Exercise
As you look over the data below, please find each line where the word "Şamil" appears, then copy it.

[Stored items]
+ + +
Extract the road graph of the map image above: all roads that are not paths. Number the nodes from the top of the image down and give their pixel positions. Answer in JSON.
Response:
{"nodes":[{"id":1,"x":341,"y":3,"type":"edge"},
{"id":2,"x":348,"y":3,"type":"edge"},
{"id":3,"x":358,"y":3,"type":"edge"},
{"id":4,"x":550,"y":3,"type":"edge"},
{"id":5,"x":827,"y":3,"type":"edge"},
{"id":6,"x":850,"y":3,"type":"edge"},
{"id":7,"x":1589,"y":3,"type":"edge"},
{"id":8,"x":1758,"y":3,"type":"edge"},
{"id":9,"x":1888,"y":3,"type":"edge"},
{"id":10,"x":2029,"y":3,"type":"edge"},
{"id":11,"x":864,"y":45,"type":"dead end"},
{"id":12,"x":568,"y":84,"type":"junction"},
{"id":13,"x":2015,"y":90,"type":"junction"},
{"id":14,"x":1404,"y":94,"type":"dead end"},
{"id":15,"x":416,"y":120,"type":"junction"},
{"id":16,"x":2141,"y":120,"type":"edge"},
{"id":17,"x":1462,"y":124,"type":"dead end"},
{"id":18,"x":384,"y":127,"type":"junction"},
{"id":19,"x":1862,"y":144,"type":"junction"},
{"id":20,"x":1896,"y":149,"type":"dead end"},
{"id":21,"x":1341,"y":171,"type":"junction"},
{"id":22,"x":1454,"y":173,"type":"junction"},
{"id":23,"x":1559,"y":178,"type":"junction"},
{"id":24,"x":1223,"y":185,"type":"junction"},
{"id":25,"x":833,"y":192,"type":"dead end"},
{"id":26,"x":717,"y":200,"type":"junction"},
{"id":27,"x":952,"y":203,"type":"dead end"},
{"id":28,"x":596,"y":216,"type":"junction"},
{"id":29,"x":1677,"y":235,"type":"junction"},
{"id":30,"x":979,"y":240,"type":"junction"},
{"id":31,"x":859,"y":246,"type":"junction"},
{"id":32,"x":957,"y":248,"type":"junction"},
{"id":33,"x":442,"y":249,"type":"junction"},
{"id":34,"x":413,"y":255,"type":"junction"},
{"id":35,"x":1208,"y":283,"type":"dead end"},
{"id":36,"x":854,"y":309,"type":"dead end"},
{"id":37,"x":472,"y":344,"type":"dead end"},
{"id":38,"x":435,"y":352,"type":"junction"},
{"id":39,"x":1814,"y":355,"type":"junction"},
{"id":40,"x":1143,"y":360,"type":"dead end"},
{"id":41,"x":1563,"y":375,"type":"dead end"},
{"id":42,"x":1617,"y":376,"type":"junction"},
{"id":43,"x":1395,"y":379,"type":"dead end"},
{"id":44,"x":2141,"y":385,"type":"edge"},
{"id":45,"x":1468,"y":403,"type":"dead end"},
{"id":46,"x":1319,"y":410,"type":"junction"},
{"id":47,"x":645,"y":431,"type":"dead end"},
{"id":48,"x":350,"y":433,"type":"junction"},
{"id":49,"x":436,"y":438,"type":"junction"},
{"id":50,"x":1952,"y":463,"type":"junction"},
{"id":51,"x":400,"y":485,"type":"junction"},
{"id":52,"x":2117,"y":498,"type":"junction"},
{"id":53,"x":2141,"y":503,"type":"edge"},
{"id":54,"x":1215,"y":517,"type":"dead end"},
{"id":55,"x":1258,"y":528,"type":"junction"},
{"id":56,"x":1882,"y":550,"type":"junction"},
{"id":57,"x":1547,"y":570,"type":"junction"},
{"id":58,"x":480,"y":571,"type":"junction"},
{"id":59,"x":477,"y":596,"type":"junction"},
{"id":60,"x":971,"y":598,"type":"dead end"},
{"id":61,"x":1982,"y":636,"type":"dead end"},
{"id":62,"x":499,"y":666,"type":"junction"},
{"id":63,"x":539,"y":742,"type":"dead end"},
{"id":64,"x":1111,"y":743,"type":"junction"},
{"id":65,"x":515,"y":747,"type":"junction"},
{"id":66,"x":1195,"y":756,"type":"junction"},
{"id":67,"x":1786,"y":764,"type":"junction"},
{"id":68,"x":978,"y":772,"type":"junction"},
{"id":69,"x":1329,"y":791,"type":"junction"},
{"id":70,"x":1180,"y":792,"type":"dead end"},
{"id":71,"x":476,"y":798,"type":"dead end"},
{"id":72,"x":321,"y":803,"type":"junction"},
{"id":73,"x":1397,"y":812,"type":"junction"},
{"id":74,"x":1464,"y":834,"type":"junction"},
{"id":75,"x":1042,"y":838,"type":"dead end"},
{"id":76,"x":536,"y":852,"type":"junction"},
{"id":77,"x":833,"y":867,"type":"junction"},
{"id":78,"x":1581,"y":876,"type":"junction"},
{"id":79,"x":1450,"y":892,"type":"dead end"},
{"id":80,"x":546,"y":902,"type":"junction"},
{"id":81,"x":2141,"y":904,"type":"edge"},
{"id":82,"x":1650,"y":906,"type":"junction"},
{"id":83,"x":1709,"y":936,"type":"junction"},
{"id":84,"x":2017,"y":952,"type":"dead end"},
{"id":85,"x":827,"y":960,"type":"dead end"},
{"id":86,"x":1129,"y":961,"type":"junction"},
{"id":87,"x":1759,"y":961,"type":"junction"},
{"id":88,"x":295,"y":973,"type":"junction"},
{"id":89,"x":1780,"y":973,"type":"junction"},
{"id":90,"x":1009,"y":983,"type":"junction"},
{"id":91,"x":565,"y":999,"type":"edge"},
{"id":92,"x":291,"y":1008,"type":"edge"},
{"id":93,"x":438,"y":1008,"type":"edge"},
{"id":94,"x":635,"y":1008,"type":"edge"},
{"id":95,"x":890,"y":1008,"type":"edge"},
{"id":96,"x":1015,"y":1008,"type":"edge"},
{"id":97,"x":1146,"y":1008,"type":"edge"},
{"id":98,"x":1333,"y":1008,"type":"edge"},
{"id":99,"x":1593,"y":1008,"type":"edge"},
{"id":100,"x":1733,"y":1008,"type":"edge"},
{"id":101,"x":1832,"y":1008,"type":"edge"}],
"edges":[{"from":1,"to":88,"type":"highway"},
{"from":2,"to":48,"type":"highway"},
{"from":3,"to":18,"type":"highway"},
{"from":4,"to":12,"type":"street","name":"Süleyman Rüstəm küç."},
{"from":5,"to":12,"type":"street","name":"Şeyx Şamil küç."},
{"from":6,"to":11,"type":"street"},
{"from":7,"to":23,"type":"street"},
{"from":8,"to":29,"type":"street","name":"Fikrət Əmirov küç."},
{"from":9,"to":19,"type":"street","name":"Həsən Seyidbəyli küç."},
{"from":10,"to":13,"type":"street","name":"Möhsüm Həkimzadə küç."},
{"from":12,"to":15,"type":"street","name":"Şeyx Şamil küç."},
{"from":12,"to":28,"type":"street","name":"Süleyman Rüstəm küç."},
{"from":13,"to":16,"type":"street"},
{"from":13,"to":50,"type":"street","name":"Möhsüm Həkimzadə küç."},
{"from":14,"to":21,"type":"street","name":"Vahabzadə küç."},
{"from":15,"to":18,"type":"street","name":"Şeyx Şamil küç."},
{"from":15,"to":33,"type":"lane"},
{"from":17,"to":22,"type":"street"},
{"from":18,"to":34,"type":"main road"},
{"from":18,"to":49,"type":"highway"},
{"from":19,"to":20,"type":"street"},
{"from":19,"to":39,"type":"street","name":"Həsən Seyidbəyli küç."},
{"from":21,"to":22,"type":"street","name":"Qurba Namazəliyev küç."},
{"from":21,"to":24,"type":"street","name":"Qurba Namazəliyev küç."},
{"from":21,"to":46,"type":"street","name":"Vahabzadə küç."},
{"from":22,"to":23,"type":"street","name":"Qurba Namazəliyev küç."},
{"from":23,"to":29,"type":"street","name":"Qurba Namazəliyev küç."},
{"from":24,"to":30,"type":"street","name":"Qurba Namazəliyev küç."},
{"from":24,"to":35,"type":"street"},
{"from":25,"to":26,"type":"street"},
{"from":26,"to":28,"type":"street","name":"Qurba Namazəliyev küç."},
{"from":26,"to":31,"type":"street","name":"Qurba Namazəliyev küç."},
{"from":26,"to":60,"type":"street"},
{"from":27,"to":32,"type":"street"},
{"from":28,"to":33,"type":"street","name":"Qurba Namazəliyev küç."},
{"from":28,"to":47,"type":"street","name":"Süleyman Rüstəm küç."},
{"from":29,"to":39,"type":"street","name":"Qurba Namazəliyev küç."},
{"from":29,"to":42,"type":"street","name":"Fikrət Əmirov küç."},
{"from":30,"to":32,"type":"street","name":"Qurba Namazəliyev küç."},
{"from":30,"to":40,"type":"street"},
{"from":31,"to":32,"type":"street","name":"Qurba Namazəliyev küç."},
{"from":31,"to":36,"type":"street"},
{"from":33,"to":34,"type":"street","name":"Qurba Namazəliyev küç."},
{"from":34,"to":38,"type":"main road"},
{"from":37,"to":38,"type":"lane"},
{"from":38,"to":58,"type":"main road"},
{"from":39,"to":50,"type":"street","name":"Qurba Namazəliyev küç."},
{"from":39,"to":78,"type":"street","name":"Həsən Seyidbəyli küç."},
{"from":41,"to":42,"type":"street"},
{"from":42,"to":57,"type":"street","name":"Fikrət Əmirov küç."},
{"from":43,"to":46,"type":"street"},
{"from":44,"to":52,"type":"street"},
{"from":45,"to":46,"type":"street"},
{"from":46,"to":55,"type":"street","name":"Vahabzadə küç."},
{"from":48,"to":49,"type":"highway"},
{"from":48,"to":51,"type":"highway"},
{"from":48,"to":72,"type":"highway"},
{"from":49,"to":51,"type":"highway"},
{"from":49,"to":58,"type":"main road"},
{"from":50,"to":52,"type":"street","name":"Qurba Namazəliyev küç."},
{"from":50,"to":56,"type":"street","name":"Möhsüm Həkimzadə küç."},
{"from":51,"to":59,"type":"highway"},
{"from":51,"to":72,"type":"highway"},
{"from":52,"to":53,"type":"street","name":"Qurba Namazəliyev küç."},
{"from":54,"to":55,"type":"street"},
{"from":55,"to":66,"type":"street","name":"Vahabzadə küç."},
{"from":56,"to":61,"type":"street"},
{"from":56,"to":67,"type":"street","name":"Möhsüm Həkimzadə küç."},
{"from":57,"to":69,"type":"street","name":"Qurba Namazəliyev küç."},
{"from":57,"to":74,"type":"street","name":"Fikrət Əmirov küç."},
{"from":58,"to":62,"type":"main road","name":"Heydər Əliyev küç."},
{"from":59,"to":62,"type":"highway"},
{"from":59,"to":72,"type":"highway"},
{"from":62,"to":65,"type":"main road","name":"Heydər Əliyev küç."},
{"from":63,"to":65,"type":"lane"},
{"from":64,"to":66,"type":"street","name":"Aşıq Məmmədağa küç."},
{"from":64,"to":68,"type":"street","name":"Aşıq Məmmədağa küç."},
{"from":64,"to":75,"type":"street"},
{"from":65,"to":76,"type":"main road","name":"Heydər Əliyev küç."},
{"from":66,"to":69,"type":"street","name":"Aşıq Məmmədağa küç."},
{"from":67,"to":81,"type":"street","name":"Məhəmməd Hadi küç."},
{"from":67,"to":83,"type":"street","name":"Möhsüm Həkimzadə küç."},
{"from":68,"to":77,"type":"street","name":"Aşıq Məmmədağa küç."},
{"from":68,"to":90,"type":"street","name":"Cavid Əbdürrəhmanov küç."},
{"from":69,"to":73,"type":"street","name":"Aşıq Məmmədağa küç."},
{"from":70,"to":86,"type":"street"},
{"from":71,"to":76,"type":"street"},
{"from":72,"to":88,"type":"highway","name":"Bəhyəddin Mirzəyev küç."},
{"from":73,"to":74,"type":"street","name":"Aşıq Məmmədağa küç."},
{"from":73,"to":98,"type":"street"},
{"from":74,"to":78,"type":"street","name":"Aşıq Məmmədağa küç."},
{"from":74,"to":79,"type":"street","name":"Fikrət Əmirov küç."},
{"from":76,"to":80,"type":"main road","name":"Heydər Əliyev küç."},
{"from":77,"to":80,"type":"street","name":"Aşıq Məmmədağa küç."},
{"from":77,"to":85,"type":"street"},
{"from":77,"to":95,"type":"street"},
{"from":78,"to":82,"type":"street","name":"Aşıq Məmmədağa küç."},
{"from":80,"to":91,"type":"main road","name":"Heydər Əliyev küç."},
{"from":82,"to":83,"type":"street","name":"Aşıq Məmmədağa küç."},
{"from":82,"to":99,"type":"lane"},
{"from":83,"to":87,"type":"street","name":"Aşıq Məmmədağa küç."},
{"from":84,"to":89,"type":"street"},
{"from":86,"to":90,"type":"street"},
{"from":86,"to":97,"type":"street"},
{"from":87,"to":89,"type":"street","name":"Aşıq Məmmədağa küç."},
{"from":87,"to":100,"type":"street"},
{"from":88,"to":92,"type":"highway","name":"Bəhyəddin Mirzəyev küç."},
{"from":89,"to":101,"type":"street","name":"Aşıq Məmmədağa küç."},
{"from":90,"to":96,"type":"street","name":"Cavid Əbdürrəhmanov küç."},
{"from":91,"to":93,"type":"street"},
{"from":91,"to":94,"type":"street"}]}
+ + +
Task answer
{"from":5,"to":12,"type":"street","name":"Şeyx Şamil küç."},
{"from":12,"to":15,"type":"street","name":"Şeyx Şamil küç."},
{"from":15,"to":18,"type":"street","name":"Şeyx Şamil küç."},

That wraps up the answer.